Work like It's 1999
Ideas Inc.Spoondate founders meet with investor McClure, right
On the top floor of an ugly office building in Mountain View, Calif., a dozen entrepreneurial dreams are taking flight. Raissa Nebie, a 31-year-old former investment banker from Ivory Coast, is putting the finishing touches on Spoondate, her top-secret dating site for food lovers. Andrew Maguire, a recent Columbia University grad (who talks really fast), is racking up listings for InternMatch, a Web service that pairs college students with paid internships. The airy space, with few walls, a panoramic view of Silicon Valley and a gaggle of first-time CEOs like Maguire and Nebie, is home to 500 Startups Accelerator, the latest high-tech incubator.
If all this seems a bit 1999, it is. Technology incubators, which invest in and nurture new tech businesses, proliferated during the last dotcom boom but then got a bad reputation in the bust, when firms like CMGI and eCompanies lost billions of dollars on countless start-up failures whose names have long been forgotten. (See Top 10 Green Tech Ideas.)
That's one reason new incubators like 500 Startups call their businesses accelerators instead. These new accelerators tend to invest less money in each start-up and receive a smaller stake of the company in exchange. For example, 500 Startups trades office space, mentoring and up to $100,000 in capital for 5% of each new venture it backs. TechStars, which was founded in Boulder, Colo., gives companies just $18,000 over a three-month period before showing entrepreneurs the door. The old-school incubator Idealab (founded by serial entrepreneur Bill Gross back in 1996), on the other hand, invests a minimum of $250,000 and keeps a 70% share of each firm.
But the idea is the same: accelerator owners (who include former entrepreneurs, financiers and engineers) offer seed finance and nurture early-stage start-ups with tips on everything from how to fine-tune their user interfaces to how to reach their target customers in order to boost chances for success. "It's not like 1999, where anybody with a business plan could get $10 million," notes Peter Relan, whose YouWeb incubator in Mountain View funds just two entrepreneurs a year with $100,000 each. "You want them to be hungry," he adds. (See gadgets then and now.)
Semantics aside, it's clear that technology incubators are back in vogue. Although there are no reliable statistics on how many have opened in recent years, new ones are announced almost weekly. And they're not just in Silicon Valley. They're popping up in Chicago, New York City, Shanghai, even Bangalore, India. "There has never been a better time for Internet start-ups," says 500 Startups founder Dave McClure, 44, a former PayPal executive and longtime investor in Silicon Valley start-ups. Thanks to lower costs for things like servers and programmers, he says, "we are able to take a larger number of bets with a much smaller amount of capital."

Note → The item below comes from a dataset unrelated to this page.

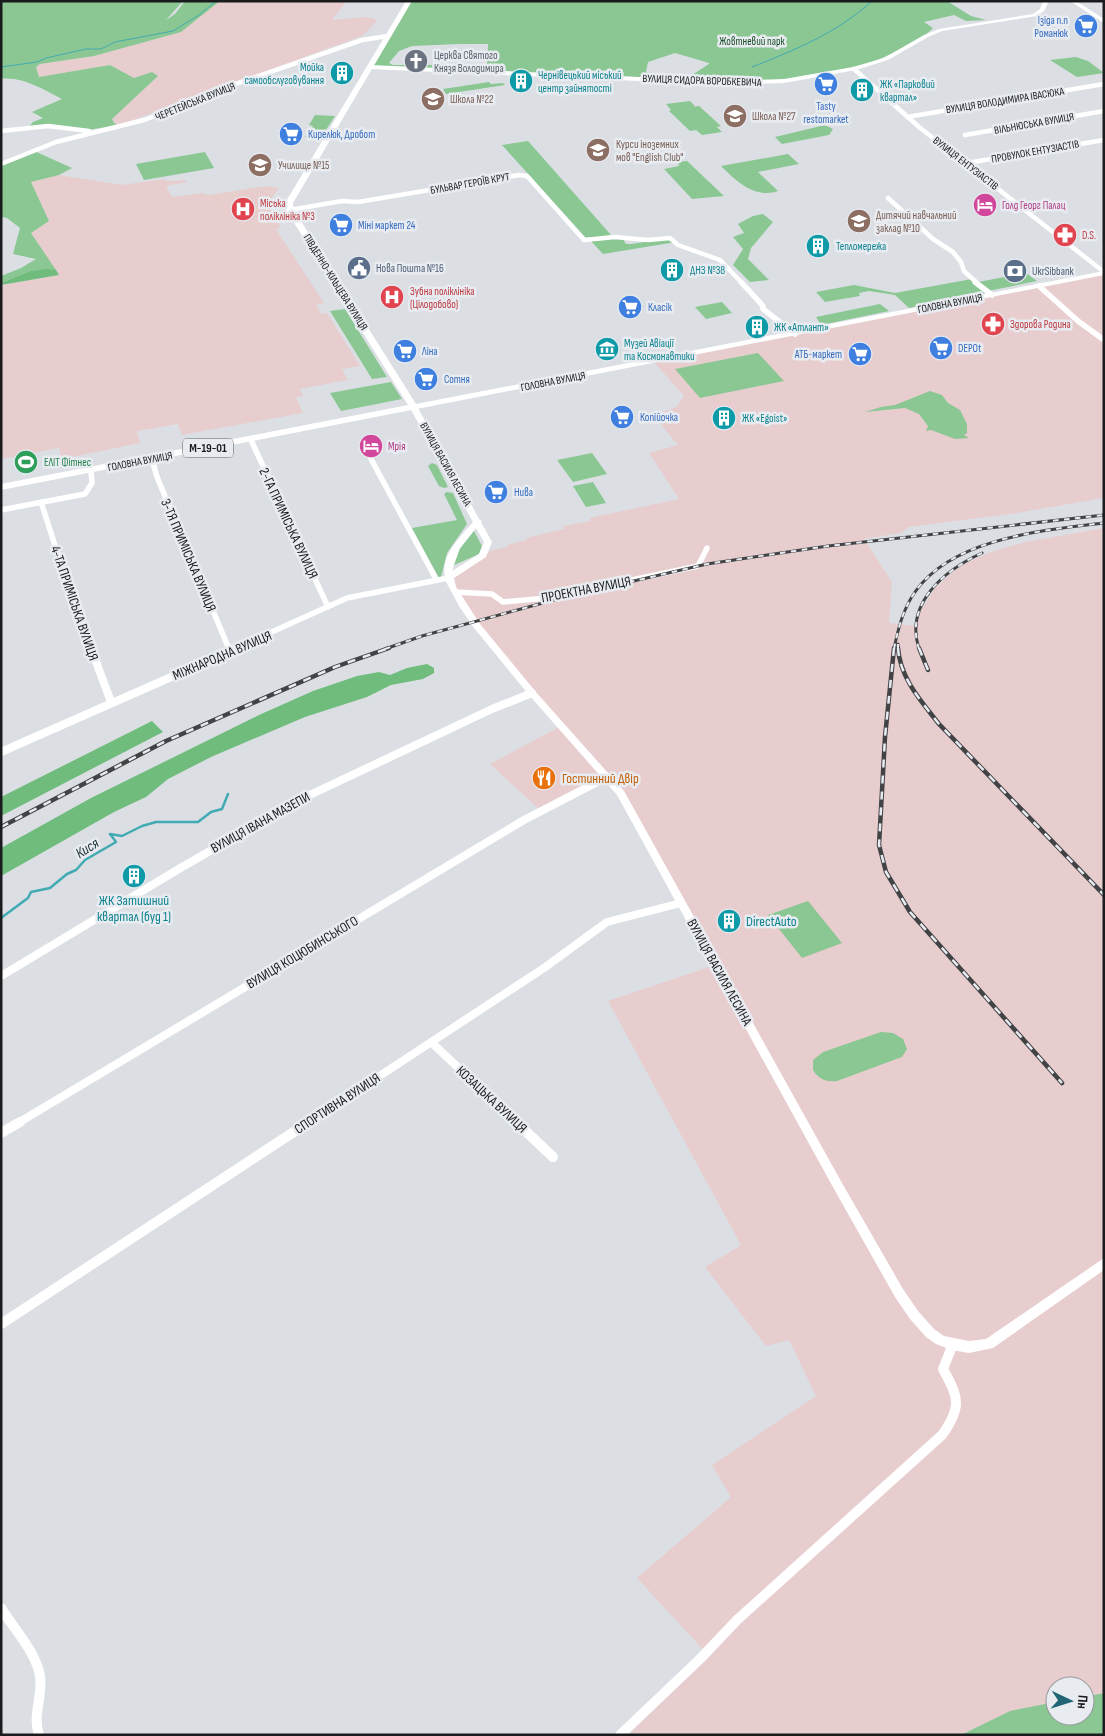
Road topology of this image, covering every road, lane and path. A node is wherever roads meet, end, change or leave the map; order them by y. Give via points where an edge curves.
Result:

Incubators are spreading their money around as thinly as possible for good reason. The tech landscape is changing so fast thanks to the rise of social media, smart phones and the iPad that investors who want a piece of the next big thing must hedge their bets. "It's awfully hard to pick winners or losers at this stage," notes equity analyst Colin Sebastian of Lazard Capital Markets. For every 10 investments, chances are only one will prosper. (See the 50 best inventions of 2010.)
But the proliferation of accelerators raises the question of whether a new dotcom bubble is brewing. Social-media giants like Facebook, Twitter, Groupon and Zynga are grabbing headlines for their astronomical valuations before even going public. And lots of the newbie businesses being funded by accelerators seem to have dubious prospects. Perhaps the most glaring example is the $150,000 recently offered to each of 43 start-ups currently sponsored by Y Combinator in Mountain View: the outside investors who put up the money had never even met with most of the individual companies they are now backing. "It's very cool to be an angel investor, and checks are being written willy-nilly," notes investor Chris Sacca.
Even though fewer total dollars are at stake per company, the old "spray and pray" investment mentality doesn't seem to have changed much since the go-go 1990s. "There is too much capital chasing too few good ideas, and that is creating a bubble," notes economist Umair Haque, author of The New Capitalist Manifesto. Many of the new sites being hatched feel like reruns of the first dotcom boom, even if they operate on smaller budgets. Y Combinator's latest start-up, for example, is a browser-based fax service called HelloFax. Nifty? Yes. Visionary? No. (See pictures of life inside Facebook's headquarters.)
Perhaps the real problem is impatience. "Investors want that return in a very short period of time. They expect it tomorrow, but it can take 10 years to happen," says Sebastian. Losses suffered during the economic downturn only amplify that urge to get a quick hit now, even if the ideas aren't really game changers. But considering the rate at which new accelerators keep cropping up, there are few signs that anyone is ready to slow down.